以前から“海と山のある土地”で生活したいと考えていた香織さんだったが、実際に移住先を検討するにあたり“土地”以上に重要なポイントがあることに気付いたという。

「私もそうでしたが、引っ越しといえば、まず物件のことを考えてしまいがちですよね。でも移住の場合は、暮らし全体を見直すわけですから、自分たちが住む家よりも、それを取り囲む地域や、そこで暮らす人を“選ぶ”ことのほうが大切なんです」(香織さん)。
都心まで通勤圏内となる“海と山のある土地”の候補がいくつかあるなかで、最終的に熱海を選んだのは、先に移住していた家族を含め、この地で暮らす人たちと「価値観の共有」ができたからだった。
「行政と民間とが一緒になって街の再生を推進している熱海には、私たちのように“自分の暮らしは自分で創りたい”という考え方を持つ人が多く集まっているんです。彼らが主催するイベントや交流会に参加して、それを知ったことで、あらためて物件を探すようになったというのが、移住までの流れでした」(香織さん)。
「という次第で、熱海での人脈も妻任せなんですが(笑)、やっぱり気の合う仲間を得られるかどうかは、移住を考えるうえで大切ですよね。彼女も言うように、場所よりもまず人を見るのが大事なんじゃないかな。僕みたいな都会育ちの男からすると、熱海っていわゆる“田舎”とは違うところも魅力なんですよ。自然だけじゃなく街の要素もあるし、そこで暮らす人々の熱気も感じられるというか」(深志さん)。

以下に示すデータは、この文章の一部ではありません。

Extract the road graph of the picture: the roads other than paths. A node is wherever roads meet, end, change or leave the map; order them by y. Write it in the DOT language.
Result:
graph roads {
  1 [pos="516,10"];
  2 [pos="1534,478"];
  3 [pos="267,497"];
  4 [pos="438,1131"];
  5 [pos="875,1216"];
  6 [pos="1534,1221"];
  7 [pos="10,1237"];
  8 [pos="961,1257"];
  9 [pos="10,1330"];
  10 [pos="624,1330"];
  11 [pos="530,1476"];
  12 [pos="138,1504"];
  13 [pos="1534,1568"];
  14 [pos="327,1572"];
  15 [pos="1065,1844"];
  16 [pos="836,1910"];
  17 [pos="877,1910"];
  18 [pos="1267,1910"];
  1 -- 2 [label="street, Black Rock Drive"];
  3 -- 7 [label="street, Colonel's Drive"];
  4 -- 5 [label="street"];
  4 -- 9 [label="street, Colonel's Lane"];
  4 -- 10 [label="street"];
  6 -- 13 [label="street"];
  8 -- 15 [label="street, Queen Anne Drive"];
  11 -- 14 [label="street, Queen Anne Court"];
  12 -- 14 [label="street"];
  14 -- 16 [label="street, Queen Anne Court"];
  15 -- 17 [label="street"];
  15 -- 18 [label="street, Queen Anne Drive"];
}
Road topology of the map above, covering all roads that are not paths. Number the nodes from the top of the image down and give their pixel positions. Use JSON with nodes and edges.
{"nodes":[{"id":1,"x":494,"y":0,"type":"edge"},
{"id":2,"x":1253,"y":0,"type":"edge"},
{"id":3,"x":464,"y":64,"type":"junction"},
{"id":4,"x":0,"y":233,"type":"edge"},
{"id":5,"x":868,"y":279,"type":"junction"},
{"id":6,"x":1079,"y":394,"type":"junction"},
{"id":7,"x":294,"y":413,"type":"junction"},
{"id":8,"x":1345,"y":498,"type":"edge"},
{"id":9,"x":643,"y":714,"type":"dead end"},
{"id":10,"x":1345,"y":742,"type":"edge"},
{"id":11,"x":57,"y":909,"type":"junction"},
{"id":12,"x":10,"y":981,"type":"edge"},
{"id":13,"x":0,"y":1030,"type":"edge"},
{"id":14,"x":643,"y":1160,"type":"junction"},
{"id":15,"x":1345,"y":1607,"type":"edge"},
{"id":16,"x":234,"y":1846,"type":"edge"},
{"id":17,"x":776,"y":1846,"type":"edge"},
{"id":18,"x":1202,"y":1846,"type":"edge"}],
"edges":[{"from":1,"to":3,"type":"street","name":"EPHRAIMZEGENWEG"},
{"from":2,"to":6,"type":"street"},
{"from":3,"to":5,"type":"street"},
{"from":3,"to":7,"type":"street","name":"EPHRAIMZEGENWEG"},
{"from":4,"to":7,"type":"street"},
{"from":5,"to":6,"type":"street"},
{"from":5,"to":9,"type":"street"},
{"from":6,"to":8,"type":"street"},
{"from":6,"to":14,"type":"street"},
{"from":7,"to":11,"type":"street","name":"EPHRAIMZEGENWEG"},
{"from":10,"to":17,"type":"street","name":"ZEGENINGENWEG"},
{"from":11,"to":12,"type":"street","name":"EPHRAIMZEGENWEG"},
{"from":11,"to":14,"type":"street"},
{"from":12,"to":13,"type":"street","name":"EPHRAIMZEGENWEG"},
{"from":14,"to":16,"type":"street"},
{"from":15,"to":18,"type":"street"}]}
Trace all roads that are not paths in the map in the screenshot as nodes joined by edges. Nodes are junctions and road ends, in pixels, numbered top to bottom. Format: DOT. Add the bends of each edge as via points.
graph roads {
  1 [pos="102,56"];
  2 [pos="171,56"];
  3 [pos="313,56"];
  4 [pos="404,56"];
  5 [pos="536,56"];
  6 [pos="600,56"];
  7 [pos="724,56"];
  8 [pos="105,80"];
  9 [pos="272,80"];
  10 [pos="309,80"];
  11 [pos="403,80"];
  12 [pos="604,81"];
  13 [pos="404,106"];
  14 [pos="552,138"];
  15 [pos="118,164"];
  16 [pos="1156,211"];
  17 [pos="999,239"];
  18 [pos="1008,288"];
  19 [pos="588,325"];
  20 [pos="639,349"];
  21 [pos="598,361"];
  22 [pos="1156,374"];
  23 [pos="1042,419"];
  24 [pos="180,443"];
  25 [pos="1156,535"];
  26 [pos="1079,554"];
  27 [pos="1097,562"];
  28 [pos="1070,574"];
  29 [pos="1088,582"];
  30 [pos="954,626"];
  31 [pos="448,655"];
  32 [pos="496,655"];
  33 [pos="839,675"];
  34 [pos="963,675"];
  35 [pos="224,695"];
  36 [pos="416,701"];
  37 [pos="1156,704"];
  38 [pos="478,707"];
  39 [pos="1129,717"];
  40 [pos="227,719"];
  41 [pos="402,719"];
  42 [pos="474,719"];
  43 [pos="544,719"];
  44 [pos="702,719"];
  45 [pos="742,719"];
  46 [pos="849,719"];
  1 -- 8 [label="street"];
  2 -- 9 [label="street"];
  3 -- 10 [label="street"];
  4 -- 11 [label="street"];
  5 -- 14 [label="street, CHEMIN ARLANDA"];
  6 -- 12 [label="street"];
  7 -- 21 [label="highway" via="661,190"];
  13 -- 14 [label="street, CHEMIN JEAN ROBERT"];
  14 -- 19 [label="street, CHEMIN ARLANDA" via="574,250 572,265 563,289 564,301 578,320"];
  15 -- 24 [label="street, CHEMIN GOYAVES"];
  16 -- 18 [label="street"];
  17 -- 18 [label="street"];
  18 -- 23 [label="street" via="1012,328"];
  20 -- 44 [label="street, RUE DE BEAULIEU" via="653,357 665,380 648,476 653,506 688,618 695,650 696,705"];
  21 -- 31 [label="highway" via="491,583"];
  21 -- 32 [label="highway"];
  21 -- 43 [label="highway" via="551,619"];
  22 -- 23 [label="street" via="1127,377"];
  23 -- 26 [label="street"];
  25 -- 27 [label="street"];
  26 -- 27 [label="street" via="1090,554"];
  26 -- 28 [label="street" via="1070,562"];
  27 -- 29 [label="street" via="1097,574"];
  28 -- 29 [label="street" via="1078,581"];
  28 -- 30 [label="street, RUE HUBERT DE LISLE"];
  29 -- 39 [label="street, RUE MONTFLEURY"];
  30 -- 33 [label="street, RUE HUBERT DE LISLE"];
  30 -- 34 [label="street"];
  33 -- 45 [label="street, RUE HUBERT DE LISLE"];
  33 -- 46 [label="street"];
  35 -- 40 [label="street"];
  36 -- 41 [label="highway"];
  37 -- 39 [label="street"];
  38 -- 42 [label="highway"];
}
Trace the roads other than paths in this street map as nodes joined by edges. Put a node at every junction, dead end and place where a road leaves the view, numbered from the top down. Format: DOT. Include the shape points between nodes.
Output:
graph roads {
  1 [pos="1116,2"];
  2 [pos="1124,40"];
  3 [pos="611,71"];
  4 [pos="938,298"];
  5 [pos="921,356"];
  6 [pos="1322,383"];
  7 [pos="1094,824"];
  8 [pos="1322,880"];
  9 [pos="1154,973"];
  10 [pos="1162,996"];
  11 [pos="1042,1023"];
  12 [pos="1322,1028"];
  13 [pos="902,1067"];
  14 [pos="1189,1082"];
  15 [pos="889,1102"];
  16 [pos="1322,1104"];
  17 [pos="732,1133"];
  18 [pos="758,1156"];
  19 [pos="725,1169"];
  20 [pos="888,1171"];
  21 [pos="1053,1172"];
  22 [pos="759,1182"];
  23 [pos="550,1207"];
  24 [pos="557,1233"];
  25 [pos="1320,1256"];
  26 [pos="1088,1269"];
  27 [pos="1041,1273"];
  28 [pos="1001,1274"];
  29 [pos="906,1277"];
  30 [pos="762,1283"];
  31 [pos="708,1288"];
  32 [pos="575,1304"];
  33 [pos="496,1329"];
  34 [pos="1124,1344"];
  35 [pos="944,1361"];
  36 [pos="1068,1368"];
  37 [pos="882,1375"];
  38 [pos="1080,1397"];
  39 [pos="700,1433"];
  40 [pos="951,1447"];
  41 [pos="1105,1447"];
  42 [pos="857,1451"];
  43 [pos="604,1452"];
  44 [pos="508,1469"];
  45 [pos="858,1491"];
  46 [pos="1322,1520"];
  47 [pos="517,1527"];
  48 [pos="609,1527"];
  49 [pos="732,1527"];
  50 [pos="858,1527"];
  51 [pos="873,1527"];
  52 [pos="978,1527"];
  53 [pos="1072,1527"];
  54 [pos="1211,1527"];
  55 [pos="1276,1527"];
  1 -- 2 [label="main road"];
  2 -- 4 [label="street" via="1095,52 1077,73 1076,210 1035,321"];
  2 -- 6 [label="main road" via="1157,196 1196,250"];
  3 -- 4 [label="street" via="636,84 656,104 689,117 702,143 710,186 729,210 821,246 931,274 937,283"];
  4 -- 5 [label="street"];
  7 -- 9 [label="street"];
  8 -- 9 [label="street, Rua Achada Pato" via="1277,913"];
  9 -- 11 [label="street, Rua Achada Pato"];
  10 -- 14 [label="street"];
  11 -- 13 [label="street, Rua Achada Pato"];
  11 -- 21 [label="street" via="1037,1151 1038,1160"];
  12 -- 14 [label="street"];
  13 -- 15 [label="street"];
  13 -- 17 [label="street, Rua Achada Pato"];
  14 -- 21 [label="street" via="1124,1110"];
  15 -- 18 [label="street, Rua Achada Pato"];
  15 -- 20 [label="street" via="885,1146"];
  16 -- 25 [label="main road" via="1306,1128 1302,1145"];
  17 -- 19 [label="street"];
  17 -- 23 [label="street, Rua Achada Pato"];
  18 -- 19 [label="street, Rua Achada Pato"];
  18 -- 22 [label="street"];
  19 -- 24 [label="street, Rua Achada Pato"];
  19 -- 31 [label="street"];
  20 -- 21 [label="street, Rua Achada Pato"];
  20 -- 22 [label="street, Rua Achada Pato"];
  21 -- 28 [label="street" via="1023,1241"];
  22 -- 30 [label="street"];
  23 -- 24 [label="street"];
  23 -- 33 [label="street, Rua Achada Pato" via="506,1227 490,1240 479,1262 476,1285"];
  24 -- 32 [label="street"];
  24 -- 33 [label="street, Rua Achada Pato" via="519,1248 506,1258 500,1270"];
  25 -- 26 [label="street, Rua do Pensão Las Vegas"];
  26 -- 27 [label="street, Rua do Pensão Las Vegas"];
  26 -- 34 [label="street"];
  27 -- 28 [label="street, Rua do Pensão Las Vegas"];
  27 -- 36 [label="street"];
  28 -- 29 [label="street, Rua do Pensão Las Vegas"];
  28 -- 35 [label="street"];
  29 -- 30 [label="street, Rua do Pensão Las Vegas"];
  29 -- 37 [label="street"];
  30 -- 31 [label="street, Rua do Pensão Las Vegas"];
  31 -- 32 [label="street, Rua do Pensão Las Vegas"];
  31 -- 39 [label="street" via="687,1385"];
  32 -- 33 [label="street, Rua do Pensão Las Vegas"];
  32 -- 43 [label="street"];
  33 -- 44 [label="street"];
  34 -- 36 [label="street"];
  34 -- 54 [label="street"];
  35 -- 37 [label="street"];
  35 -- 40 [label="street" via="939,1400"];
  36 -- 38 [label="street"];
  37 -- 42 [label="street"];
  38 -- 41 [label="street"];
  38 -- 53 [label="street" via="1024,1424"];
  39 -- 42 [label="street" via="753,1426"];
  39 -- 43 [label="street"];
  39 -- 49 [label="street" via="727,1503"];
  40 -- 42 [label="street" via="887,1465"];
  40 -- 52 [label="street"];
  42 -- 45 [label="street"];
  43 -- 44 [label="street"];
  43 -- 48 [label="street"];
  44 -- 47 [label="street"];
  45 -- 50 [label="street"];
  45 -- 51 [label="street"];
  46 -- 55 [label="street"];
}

『移住先は“人”で選べ』とのアドバイスは、これから移住を検討するにあたり、かなり参考になるはず。働き方や家族との過ごし方を含めたライフスタイル全般を、大きく変えてくれる可能性を秘めた移住という選択肢。まずは熱海を訪れ、そこで暮らす人々と接してみることが、その第一歩となるかもしれない。